Tamam, değerli olması normaldi de bana aralarında bir şey olmadığını söyleyip bu şekilde de savunmaya geçmesi hoş değildi. Gözlerimi kapatıp dediği son cümlesini sindirmeye çalıştım. Daha doğrusu içimdeki kıskançlığı dindirmeye uğraştım. Uzunca bir süre bu konuyla beynimi meşgul ederken uyuyakalmıştım.
Dün gecenin uykusuzluğunu giderirken gözlerimi kapının açılmasıyla açtım.
"Hüzzam uyan hadi" dedi Atlas içeri girerken. Arkasından Eda ve Yiğit de girmişti. İkisi de ayak ucuma oturduklarında kendimi zar zor ayıltmaya çalışıyordum."Yemek yemeye gidelim hazırlanın da. Biz çok acıktık" dedi Eda. Baş ucumdaki Atlas'a doğru baktım.
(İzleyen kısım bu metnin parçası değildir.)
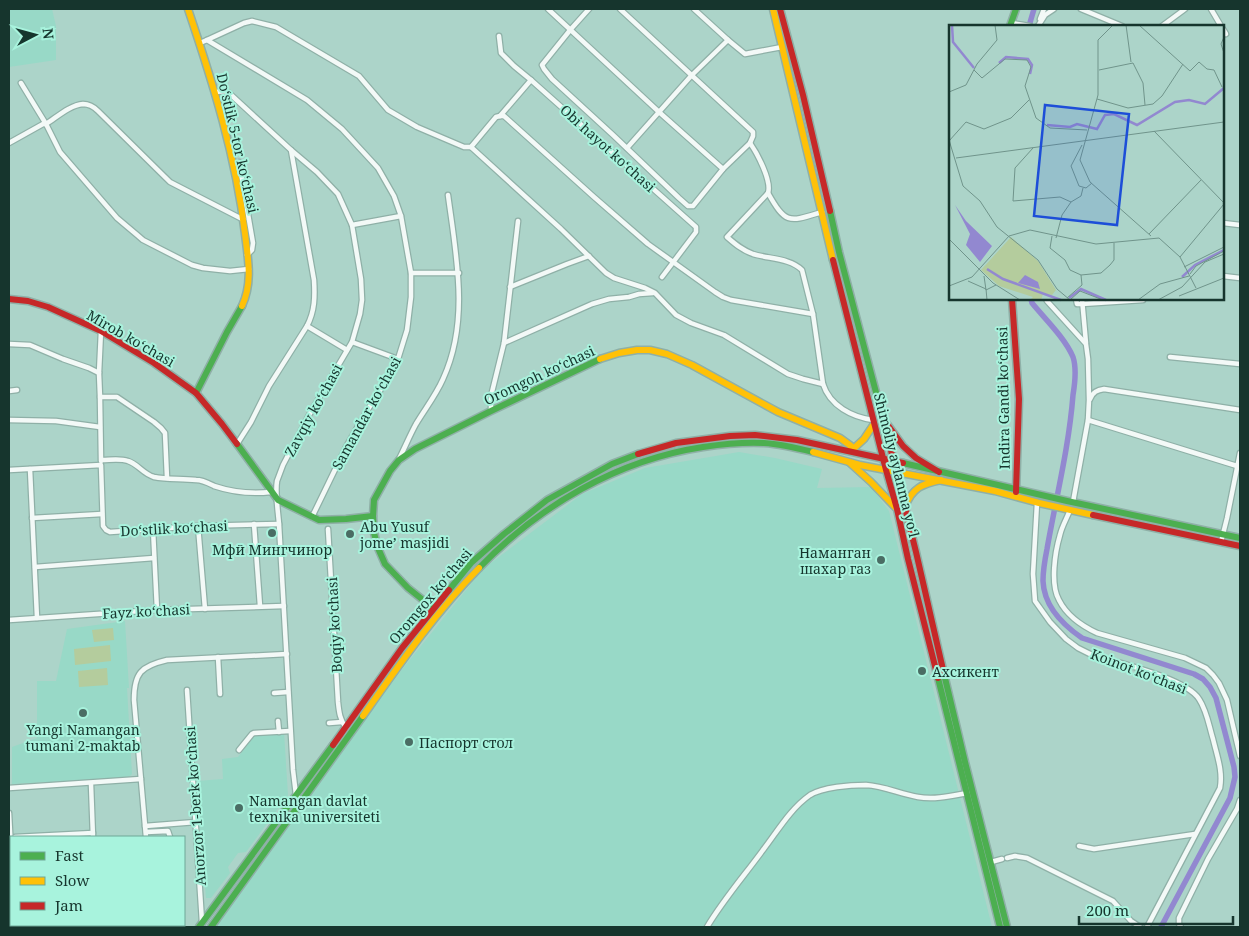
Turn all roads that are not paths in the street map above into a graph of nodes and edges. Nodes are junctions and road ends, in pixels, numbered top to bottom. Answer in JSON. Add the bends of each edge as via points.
{"nodes":[{"id":1,"x":188,"y":9,"type":"edge"},
{"id":2,"x":548,"y":9,"type":"edge"},
{"id":3,"x":589,"y":9,"type":"edge"},
{"id":4,"x":620,"y":9,"type":"edge"},
{"id":5,"x":694,"y":9,"type":"edge"},
{"id":6,"x":773,"y":9,"type":"edge"},
{"id":7,"x":780,"y":9,"type":"edge"},
{"id":8,"x":1016,"y":9,"type":"edge"},
{"id":9,"x":1044,"y":9,"type":"edge"},
{"id":10,"x":1054,"y":9,"type":"edge"},
{"id":11,"x":1081,"y":9,"type":"edge"},
{"id":12,"x":1186,"y":9,"type":"edge"},
{"id":13,"x":1211,"y":9,"type":"edge"},
{"id":14,"x":1013,"y":24,"type":"edge"},
{"id":15,"x":1038,"y":25,"type":"edge"},
{"id":16,"x":1039,"y":25,"type":"edge"},
{"id":17,"x":1120,"y":25,"type":"edge"},
{"id":18,"x":1163,"y":25,"type":"edge"},
{"id":19,"x":1220,"y":25,"type":"edge"},
{"id":20,"x":571,"y":29,"type":"junction"},
{"id":21,"x":1224,"y":31,"type":"edge"},
{"id":22,"x":1226,"y":34,"type":"dead end"},
{"id":23,"x":499,"y":36,"type":"dead end"},
{"id":24,"x":208,"y":40,"type":"junction"},
{"id":25,"x":728,"y":40,"type":"junction"},
{"id":26,"x":200,"y":43,"type":"junction"},
{"id":27,"x":782,"y":47,"type":"junction"},
{"id":28,"x":691,"y":76,"type":"junction"},
{"id":29,"x":531,"y":80,"type":"junction"},
{"id":30,"x":22,"y":83,"type":"dead end"},
{"id":31,"x":216,"y":92,"type":"junction"},
{"id":32,"x":802,"y":95,"type":"junction"},
{"id":33,"x":795,"y":98,"type":"junction"},
{"id":34,"x":659,"y":112,"type":"junction"},
{"id":35,"x":500,"y":116,"type":"junction"},
{"id":36,"x":46,"y":124,"type":"junction"},
{"id":37,"x":9,"y":143,"type":"edge"},
{"id":38,"x":750,"y":143,"type":"junction"},
{"id":39,"x":471,"y":147,"type":"junction"},
{"id":40,"x":627,"y":148,"type":"junction"},
{"id":41,"x":291,"y":150,"type":"junction"},
{"id":42,"x":238,"y":162,"type":"dead end"},
{"id":43,"x":723,"y":169,"type":"junction"},
{"id":44,"x":768,"y":193,"type":"junction"},
{"id":45,"x":448,"y":195,"type":"dead end"},
{"id":46,"x":822,"y":212,"type":"junction"},
{"id":47,"x":401,"y":216,"type":"junction"},
{"id":48,"x":244,"y":220,"type":"junction"},
{"id":49,"x":518,"y":222,"type":"dead end"},
{"id":50,"x":1224,"y":223,"type":"edge"},
{"id":51,"x":352,"y":225,"type":"junction"},
{"id":52,"x":1240,"y":225,"type":"edge"},
{"id":53,"x":836,"y":253,"type":"junction"},
{"id":54,"x":247,"y":255,"type":"junction"},
{"id":55,"x":589,"y":256,"type":"junction"},
{"id":56,"x":673,"y":262,"type":"junction"},
{"id":57,"x":249,"y":269,"type":"junction"},
{"id":58,"x":411,"y":273,"type":"junction"},
{"id":59,"x":459,"y":273,"type":"junction"},
{"id":60,"x":1224,"y":276,"type":"edge"},
{"id":61,"x":662,"y":277,"type":"dead end"},
{"id":62,"x":1240,"y":278,"type":"edge"},
{"id":63,"x":510,"y":287,"type":"junction"},
{"id":64,"x":655,"y":293,"type":"junction"},
{"id":65,"x":9,"y":299,"type":"edge"},
{"id":66,"x":1012,"y":300,"type":"edge"},
{"id":67,"x":1046,"y":300,"type":"edge"},
{"id":68,"x":1143,"y":300,"type":"edge"},
{"id":69,"x":1082,"y":302,"type":"edge"},
{"id":70,"x":813,"y":314,"type":"junction"},
{"id":71,"x":308,"y":326,"type":"junction"},
{"id":72,"x":101,"y":331,"type":"junction"},
{"id":73,"x":352,"y":342,"type":"junction"},
{"id":74,"x":504,"y":343,"type":"junction"},
{"id":75,"x":9,"y":344,"type":"edge"},
{"id":76,"x":1086,"y":344,"type":"junction"},
{"id":77,"x":346,"y":350,"type":"junction"},
{"id":78,"x":1170,"y":357,"type":"dead end"},
{"id":79,"x":398,"y":359,"type":"junction"},
{"id":80,"x":1240,"y":364,"type":"edge"},
{"id":81,"x":99,"y":373,"type":"junction"},
{"id":82,"x":823,"y":384,"type":"junction"},
{"id":83,"x":17,"y":390,"type":"dead end"},
{"id":84,"x":9,"y":391,"type":"edge"},
{"id":85,"x":196,"y":393,"type":"junction"},
{"id":86,"x":100,"y":397,"type":"junction"},
{"id":87,"x":1089,"y":400,"type":"junction"},
{"id":88,"x":1240,"y":410,"type":"edge"},
{"id":89,"x":491,"y":411,"type":"junction"},
{"id":90,"x":884,"y":419,"type":"junction"},
{"id":91,"x":9,"y":420,"type":"edge"},
{"id":92,"x":1088,"y":420,"type":"junction"},
{"id":93,"x":874,"y":422,"type":"junction"},
{"id":94,"x":100,"y":427,"type":"junction"},
{"id":95,"x":237,"y":444,"type":"junction"},
{"id":96,"x":851,"y":451,"type":"junction"},
{"id":97,"x":1240,"y":453,"type":"edge"},
{"id":98,"x":883,"y":459,"type":"junction"},
{"id":99,"x":399,"y":460,"type":"junction"},
{"id":100,"x":894,"y":462,"type":"junction"},
{"id":101,"x":101,"y":463,"type":"junction"},
{"id":102,"x":850,"y":463,"type":"junction"},
{"id":103,"x":1238,"y":468,"type":"edge"},
{"id":104,"x":30,"y":469,"type":"junction"},
{"id":105,"x":9,"y":470,"type":"edge"},
{"id":106,"x":886,"y":470,"type":"junction"},
{"id":107,"x":897,"y":472,"type":"junction"},
{"id":108,"x":939,"y":472,"type":"junction"},
{"id":109,"x":167,"y":478,"type":"junction"},
{"id":110,"x":941,"y":480,"type":"junction"},
{"id":111,"x":271,"y":492,"type":"junction"},
{"id":112,"x":1016,"y":493,"type":"junction"},
{"id":113,"x":278,"y":500,"type":"junction"},
{"id":114,"x":1070,"y":502,"type":"junction"},
{"id":115,"x":1040,"y":504,"type":"junction"},
{"id":116,"x":897,"y":509,"type":"junction"},
{"id":117,"x":1068,"y":509,"type":"junction"},
{"id":118,"x":905,"y":510,"type":"junction"},
{"id":119,"x":102,"y":514,"type":"junction"},
{"id":120,"x":373,"y":516,"type":"junction"},
{"id":121,"x":312,"y":517,"type":"junction"},
{"id":122,"x":32,"y":518,"type":"junction"},
{"id":123,"x":254,"y":524,"type":"junction"},
{"id":124,"x":279,"y":524,"type":"junction"},
{"id":125,"x":198,"y":526,"type":"junction"},
{"id":126,"x":152,"y":529,"type":"junction"},
{"id":127,"x":328,"y":529,"type":"dead end"},
{"id":128,"x":1222,"y":538,"type":"junction"},
{"id":129,"x":1240,"y":538,"type":"edge"},
{"id":130,"x":1240,"y":546,"type":"edge"},
{"id":131,"x":154,"y":558,"type":"junction"},
{"id":132,"x":34,"y":567,"type":"junction"},
{"id":133,"x":260,"y":606,"type":"junction"},
{"id":134,"x":284,"y":606,"type":"junction"},
{"id":135,"x":433,"y":608,"type":"junction"},
{"id":136,"x":205,"y":609,"type":"junction"},
{"id":137,"x":157,"y":610,"type":"junction"},
{"id":138,"x":37,"y":618,"type":"junction"},
{"id":139,"x":9,"y":620,"type":"edge"},
{"id":140,"x":287,"y":654,"type":"junction"},
{"id":141,"x":218,"y":657,"type":"junction"},
{"id":142,"x":187,"y":690,"type":"dead end"},
{"id":143,"x":288,"y":692,"type":"junction"},
{"id":144,"x":274,"y":693,"type":"dead end"},
{"id":145,"x":220,"y":694,"type":"dead end"},
{"id":146,"x":278,"y":721,"type":"dead end"},
{"id":147,"x":330,"y":723,"type":"dead end"},
{"id":148,"x":344,"y":724,"type":"junction"},
{"id":149,"x":290,"y":731,"type":"junction"},
{"id":150,"x":279,"y":732,"type":"junction"},
{"id":151,"x":351,"y":732,"type":"junction"},
{"id":152,"x":239,"y":750,"type":"dead end"},
{"id":153,"x":1240,"y":756,"type":"edge"},
{"id":154,"x":141,"y":780,"type":"junction"},
{"id":155,"x":91,"y":784,"type":"junction"},
{"id":156,"x":9,"y":788,"type":"edge"},
{"id":157,"x":974,"y":792,"type":"junction"},
{"id":158,"x":966,"y":793,"type":"junction"},
{"id":159,"x":296,"y":795,"type":"junction"},
{"id":160,"x":1240,"y":800,"type":"edge"},
{"id":161,"x":302,"y":802,"type":"junction"},
{"id":162,"x":9,"y":813,"type":"edge"},
{"id":163,"x":196,"y":822,"type":"junction"},
{"id":164,"x":145,"y":826,"type":"junction"},
{"id":165,"x":1195,"y":834,"type":"junction"},
{"id":166,"x":93,"y":835,"type":"edge"},
{"id":167,"x":146,"y":835,"type":"edge"},
{"id":168,"x":12,"y":836,"type":"edge"},
{"id":169,"x":60,"y":836,"type":"edge"},
{"id":170,"x":170,"y":836,"type":"edge"},
{"id":171,"x":1079,"y":846,"type":"dead end"},
{"id":172,"x":991,"y":862,"type":"junction"},
{"id":173,"x":201,"y":925,"type":"edge"},
{"id":174,"x":211,"y":927,"type":"edge"},
{"id":175,"x":707,"y":927,"type":"edge"},
{"id":176,"x":1000,"y":927,"type":"edge"},
{"id":177,"x":1007,"y":927,"type":"edge"},
{"id":178,"x":1140,"y":927,"type":"edge"},
{"id":179,"x":1147,"y":927,"type":"edge"},
{"id":180,"x":1181,"y":927,"type":"edge"}],
"edges":[{"from":1,"to":26,"type":"main road","name":"Doʻstlik 5-tor koʻchasi"},
{"from":2,"to":20,"type":"street"},
{"from":3,"to":20,"type":"street"},
{"from":4,"to":28,"type":"street"},
{"from":5,"to":25,"type":"street"},
{"from":6,"to":27,"type":"main road","name":"Shimoliy aylanma yoʻl"},
{"from":7,"to":32,"type":"main road","name":"Shimoliy aylanma yoʻl"},
{"from":8,"to":14,"type":"main road"},
{"from":9,"to":15,"type":"street"},
{"from":10,"to":16,"type":"street"},
{"from":11,"to":17,"type":"street"},
{"from":12,"to":18,"type":"street"},
{"from":13,"to":19,"type":"street"},
{"from":20,"to":34,"type":"street"},
{"from":20,"to":40,"type":"street","via":[[542,65],[552,79]]},
{"from":21,"to":22,"type":"street"},
{"from":23,"to":29,"type":"street","name":"Obi hayot koʻchasi","via":[[501,53]]},
{"from":24,"to":26,"type":"street"},
{"from":24,"to":39,"type":"street","via":[[244,22],[276,27],[359,76],[388,110],[417,127]]},
{"from":24,"to":47,"type":"street","name":"Samandar ko‘chasi","via":[[307,100],[342,129],[378,168]]},
{"from":25,"to":27,"type":"street","via":[[745,54]]},
{"from":25,"to":28,"type":"street"},
{"from":26,"to":31,"type":"main road","name":"Doʻstlik 5-tor koʻchasi"},
{"from":27,"to":33,"type":"main road","name":"Shimoliy aylanma yoʻl"},
{"from":28,"to":34,"type":"street"},
{"from":28,"to":38,"type":"street","via":[[753,132]]},
{"from":29,"to":35,"type":"street"},
{"from":29,"to":56,"type":"street","name":"Obi hayot koʻchasi","via":[[696,227],[696,232]]},
{"from":30,"to":36,"type":"street"},
{"from":31,"to":41,"type":"street","name":"Zavqiy koʻchasi","via":[[229,93]]},
{"from":31,"to":48,"type":"main road","name":"Doʻstlik 5-tor koʻchasi"},
{"from":32,"to":33,"type":"main road"},
{"from":32,"to":53,"type":"main road","name":"Shimoliy aylanma yoʻl"},
{"from":33,"to":46,"type":"main road","name":"Shimoliy aylanma yoʻl"},
{"from":34,"to":40,"type":"street"},
{"from":34,"to":43,"type":"street"},
{"from":35,"to":39,"type":"street"},
{"from":35,"to":56,"type":"street","via":[[504,116],[648,244]]},
{"from":36,"to":37,"type":"street"},
{"from":36,"to":48,"type":"street","via":[[71,108],[89,105],[170,182]]},
{"from":36,"to":57,"type":"street","via":[[60,152],[116,218],[143,240],[192,265],[230,271]]},
{"from":38,"to":43,"type":"street"},
{"from":38,"to":44,"type":"street","via":[[767,177]]},
{"from":39,"to":55,"type":"street"},
{"from":40,"to":43,"type":"street","via":[[689,206],[693,206]]},
{"from":41,"to":51,"type":"street","name":"Zavqiy koʻchasi","via":[[338,194]]},
{"from":41,"to":71,"type":"street","via":[[314,280],[315,294]]},
{"from":42,"to":54,"type":"street","via":[[253,243]]},
{"from":44,"to":46,"type":"street","via":[[778,210],[790,219]]},
{"from":44,"to":70,"type":"street","via":[[726,237],[752,254],[787,262],[802,270]]},
{"from":45,"to":59,"type":"street"},
{"from":46,"to":53,"type":"main road","name":"Shimoliy aylanma yoʻl"},
{"from":47,"to":51,"type":"street"},
{"from":47,"to":58,"type":"street","name":"Samandar ko‘chasi"},
{"from":48,"to":54,"type":"main road","name":"Doʻstlik 5-tor koʻchasi"},
{"from":49,"to":63,"type":"street"},
{"from":50,"to":52,"type":"street"},
{"from":51,"to":73,"type":"street","name":"Zavqiy koʻchasi","via":[[362,300]]},
{"from":53,"to":90,"type":"main road","name":"Shimoliy aylanma yoʻl"},
{"from":53,"to":93,"type":"main road","name":"Shimoliy aylanma yoʻl"},
{"from":54,"to":57,"type":"main road","name":"Doʻstlik 5-tor koʻchasi"},
{"from":55,"to":63,"type":"street"},
{"from":55,"to":64,"type":"street","via":[[614,278]]},
{"from":56,"to":61,"type":"street","name":"Obi hayot koʻchasi"},
{"from":56,"to":70,"type":"street","via":[[731,300]]},
{"from":57,"to":85,"type":"main road","name":"Doʻstlik 5-tor koʻchasi","via":[[247,293]]},
{"from":58,"to":59,"type":"street"},
{"from":58,"to":79,"type":"street","name":"Samandar ko‘chasi","via":[[410,315]]},
{"from":59,"to":99,"type":"street","via":[[456,337],[444,378]]},
{"from":60,"to":62,"type":"street"},
{"from":63,"to":74,"type":"street"},
{"from":64,"to":74,"type":"street","via":[[592,304]]},
{"from":64,"to":82,"type":"street","via":[[676,315],[724,335],[788,374]]},
{"from":65,"to":72,"type":"main road","name":"Mirob koʻchasi","via":[[48,307]]},
{"from":66,"to":112,"type":"main road","name":"Indira Gandi koʻchasi","via":[[1018,399]]},
{"from":67,"to":76,"type":"street"},
{"from":68,"to":69,"type":"street"},
{"from":69,"to":76,"type":"street"},
{"from":70,"to":82,"type":"street"},
{"from":71,"to":77,"type":"street"},
{"from":71,"to":95,"type":"street"},
{"from":72,"to":81,"type":"street","name":"Doʻstlik koʻchasi"},
{"from":72,"to":85,"type":"main road","name":"Mirob koʻchasi"},
{"from":73,"to":77,"type":"street","name":"Zavqiy koʻchasi"},
{"from":73,"to":79,"type":"street"},
{"from":74,"to":89,"type":"street","via":[[491,396]]},
{"from":75,"to":81,"type":"street","via":[[30,345]]},
{"from":76,"to":87,"type":"street"},
{"from":77,"to":113,"type":"street","name":"Zavqiy koʻchasi","via":[[276,481]]},
{"from":78,"to":80,"type":"street"},
{"from":79,"to":121,"type":"street","name":"Samandar ko‘chasi","via":[[346,447]]},
{"from":81,"to":86,"type":"street","name":"Doʻstlik koʻchasi"},
{"from":82,"to":93,"type":"street","via":[[827,395],[844,411]]},
{"from":83,"to":84,"type":"street"},
{"from":85,"to":95,"type":"main road","name":"Mirob koʻchasi"},
{"from":86,"to":94,"type":"street","name":"Doʻstlik koʻchasi"},
{"from":86,"to":109,"type":"street","via":[[117,397],[163,430]]},
{"from":87,"to":88,"type":"street","via":[[1097,391],[1104,389]]},
{"from":87,"to":92,"type":"street"},
{"from":89,"to":96,"type":"main road","name":"Oromgoh koʻchasi","via":[[601,359],[648,350],[677,358],[775,411],[844,439],[851,446]]},
{"from":89,"to":99,"type":"main road","name":"Oromgoh koʻchasi"},
{"from":90,"to":100,"type":"main road","name":"Shimoliy aylanma yoʻl"},
{"from":90,"to":108,"type":"main road","via":[[903,446]]},
{"from":91,"to":94,"type":"street","via":[[56,421]]},
{"from":92,"to":103,"type":"street"},
{"from":92,"to":114,"type":"street"},
{"from":93,"to":96,"type":"main road","via":[[868,435]]},
{"from":93,"to":98,"type":"main road","name":"Shimoliy aylanma yoʻl"},
{"from":94,"to":101,"type":"street","name":"Doʻstlik koʻchasi"},
{"from":95,"to":111,"type":"main road","name":"Mirob koʻchasi"},
{"from":96,"to":98,"type":"main road","name":"Oromgox ko‘chasi"},
{"from":96,"to":135,"type":"main road","name":"Oromgox ko‘chasi","via":[[774,437],[730,436],[676,443],[612,464],[558,493],[522,518],[472,563]]},
{"from":97,"to":103,"type":"street"},
{"from":98,"to":100,"type":"main road","name":"Oromgox ko‘chasi"},
{"from":98,"to":106,"type":"main road","name":"Shimoliy aylanma yoʻl"},
{"from":99,"to":120,"type":"main road","name":"Oromgoh koʻchasi","via":[[374,500]]},
{"from":100,"to":107,"type":"main road","name":"Shimoliy aylanma yoʻl"},
{"from":100,"to":108,"type":"main road","name":"Oromgox ko‘chasi"},
{"from":101,"to":104,"type":"street"},
{"from":101,"to":109,"type":"street","via":[[128,460],[149,475]]},
{"from":101,"to":119,"type":"street","name":"Doʻstlik koʻchasi"},
{"from":102,"to":106,"type":"main road","name":"Oromgox ko‘chasi"},
{"from":102,"to":116,"type":"main road"},
{"from":102,"to":151,"type":"main road","name":"Oromgox ko‘chasi","via":[[795,448],[748,443],[672,454],[610,474],[542,514],[493,555],[419,640]]},
{"from":103,"to":128,"type":"street"},
{"from":104,"to":105,"type":"street"},
{"from":104,"to":122,"type":"street"},
{"from":106,"to":107,"type":"main road","name":"Oromgox ko‘chasi"},
{"from":106,"to":116,"type":"main road","name":"Shimoliy aylanma yoʻl"},
{"from":107,"to":110,"type":"main road","name":"Oromgox ko‘chasi"},
{"from":107,"to":118,"type":"main road","name":"Shimoliy aylanma yoʻl"},
{"from":108,"to":112,"type":"main road","name":"Oromgox ko‘chasi"},
{"from":109,"to":111,"type":"street","via":[[198,480],[243,492]]},
{"from":110,"to":112,"type":"main road","name":"Oromgox ko‘chasi"},
{"from":110,"to":118,"type":"main road","via":[[913,491]]},
{"from":111,"to":113,"type":"main road","name":"Mirob koʻchasi"},
{"from":112,"to":114,"type":"main road"},
{"from":112,"to":115,"type":"main road"},
{"from":113,"to":121,"type":"main road"},
{"from":113,"to":124,"type":"street","name":"Zavqiy koʻchasi"},
{"from":114,"to":128,"type":"main road"},
{"from":115,"to":117,"type":"main road"},
{"from":115,"to":165,"type":"street","name":"Koinot koʻchasi","via":[[1033,574],[1035,602],[1050,622],[1078,648],[1179,683],[1200,700],[1222,780]]},
{"from":116,"to":158,"type":"main road","name":"Shimoliy aylanma yoʻl"},
{"from":117,"to":128,"type":"main road"},
{"from":117,"to":153,"type":"street","via":[[1060,534],[1054,584],[1062,606],[1092,631],[1185,658],[1206,668],[1219,683],[1227,700]]},
{"from":118,"to":157,"type":"main road","name":"Shimoliy aylanma yoʻl"},
{"from":119,"to":122,"type":"street"},
{"from":119,"to":126,"type":"street","name":"Doʻstlik koʻchasi","via":[[103,526],[108,531]]},
{"from":120,"to":121,"type":"main road","via":[[327,521]]},
{"from":120,"to":135,"type":"main road","name":"Oromgoh koʻchasi","via":[[374,533],[385,564]]},
{"from":122,"to":132,"type":"street"},
{"from":123,"to":124,"type":"street","name":"Doʻstlik koʻchasi"},
{"from":123,"to":125,"type":"street","name":"Doʻstlik koʻchasi"},
{"from":123,"to":133,"type":"street"},
{"from":124,"to":134,"type":"street","name":"Zavqiy koʻchasi"},
{"from":125,"to":126,"type":"street","name":"Doʻstlik koʻchasi"},
{"from":125,"to":136,"type":"street"},
{"from":126,"to":131,"type":"street"},
{"from":127,"to":148,"type":"street","name":"Boqiy koʻchasi","via":[[338,702]]},
{"from":128,"to":129,"type":"main road"},
{"from":128,"to":130,"type":"main road"},
{"from":131,"to":132,"type":"street"},
{"from":131,"to":137,"type":"street"},
{"from":132,"to":138,"type":"street"},
{"from":133,"to":134,"type":"street","name":"Fayz koʻchasi"},
{"from":133,"to":136,"type":"street","name":"Fayz koʻchasi"},
{"from":134,"to":140,"type":"street","name":"Zavqiy koʻchasi"},
{"from":135,"to":148,"type":"main road","name":"Oromgox ko‘chasi"},
{"from":136,"to":137,"type":"street","name":"Fayz koʻchasi"},
{"from":137,"to":138,"type":"street","name":"Fayz koʻchasi"},
{"from":138,"to":139,"type":"street","name":"Fayz koʻchasi"},
{"from":140,"to":141,"type":"street"},
{"from":140,"to":143,"type":"street","name":"Zavqiy koʻchasi"},
{"from":141,"to":145,"type":"street"},
{"from":141,"to":154,"type":"street","via":[[167,660],[139,674],[134,694]]},
{"from":142,"to":163,"type":"street","name":"Anorzor 1-berk koʻchasi"},
{"from":143,"to":144,"type":"street"},
{"from":143,"to":149,"type":"street","name":"Zavqiy koʻchasi"},
{"from":146,"to":150,"type":"street"},
{"from":147,"to":148,"type":"street"},
{"from":148,"to":151,"type":"street"},
{"from":148,"to":159,"type":"main road","name":"Oromgox ko‘chasi"},
{"from":149,"to":150,"type":"street"},
{"from":149,"to":159,"type":"street","name":"Zavqiy koʻchasi"},
{"from":150,"to":152,"type":"street","via":[[254,733]]},
{"from":151,"to":161,"type":"main road","name":"Oromgox ko‘chasi"},
{"from":154,"to":155,"type":"street"},
{"from":154,"to":164,"type":"street"},
{"from":155,"to":156,"type":"street"},
{"from":155,"to":166,"type":"street"},
{"from":157,"to":158,"type":"street"},
{"from":157,"to":172,"type":"main road","name":"Shimoliy aylanma yoʻl"},
{"from":158,"to":175,"type":"street","via":[[925,798],[866,785],[826,789],[810,795],[786,819]]},
{"from":158,"to":176,"type":"main road","name":"Shimoliy aylanma yoʻl"},
{"from":159,"to":161,"type":"street"},
{"from":159,"to":173,"type":"main road","name":"Oromgox ko‘chasi"},
{"from":160,"to":180,"type":"street","via":[[1179,918]]},
{"from":161,"to":174,"type":"main road","name":"Oromgox ko‘chasi"},
{"from":162,"to":168,"type":"street"},
{"from":163,"to":164,"type":"street"},
{"from":163,"to":173,"type":"street","name":"Anorzor 1-berk koʻchasi"},
{"from":164,"to":167,"type":"street"},
{"from":165,"to":171,"type":"street","via":[[1094,849]]},
{"from":165,"to":179,"type":"street","name":"Koinot koʻchasi"},
{"from":166,"to":169,"type":"street"},
{"from":167,"to":170,"type":"street","via":[[168,831]]},
{"from":172,"to":177,"type":"main road","name":"Shimoliy aylanma yoʻl"},
{"from":172,"to":178,"type":"street","via":[[1015,856],[1027,858],[1113,901]]}]}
"Sipariş mi versek?" Diye sordu Atlas. Uykulu sesi kulaklarımı doldurdu.
"Baktık Aleyna'yla. Hiç bilmediğimiz yerler. Güvenemedik." Dedi Yiğit.
"Tamam o zaman" diyince Atlas hareketlenip, odanın kapısına yöneldi. "Aşağıda bekliyoruz" dedi Eda kapatırken kapıyı. Kendimi kaldıramıyordum ama Atlas ve Eda çoktan giyinmişti.
Sersem gibi olmuştum. Zorla kalkıp en sona kalan özel bir yere gidersek diye aldığım elbiseyi giydim. Umarım abartı gibi gözükmez diye düşünürken Aleyna'nın kıyafetleri yanında sönük bile kaldığını düşündüm.
Hep beraber arabaya binip, ev yemekleriyle meşhur bir restorana gitmiştik. Tıka basa doyduktan sonra üçü nereye geçeceğimizi konuşmaya başlamışlardı masada. Kesinlikle ağzımı açmıyordum. "Ben lavaboya kadar gideceğim" diyip Atlas'a masadan kalktım. Bana da sorup durmalarını istemiyordum. Aleyna'nın sonra tatilinin istediği gibi olmasını engelliyordum.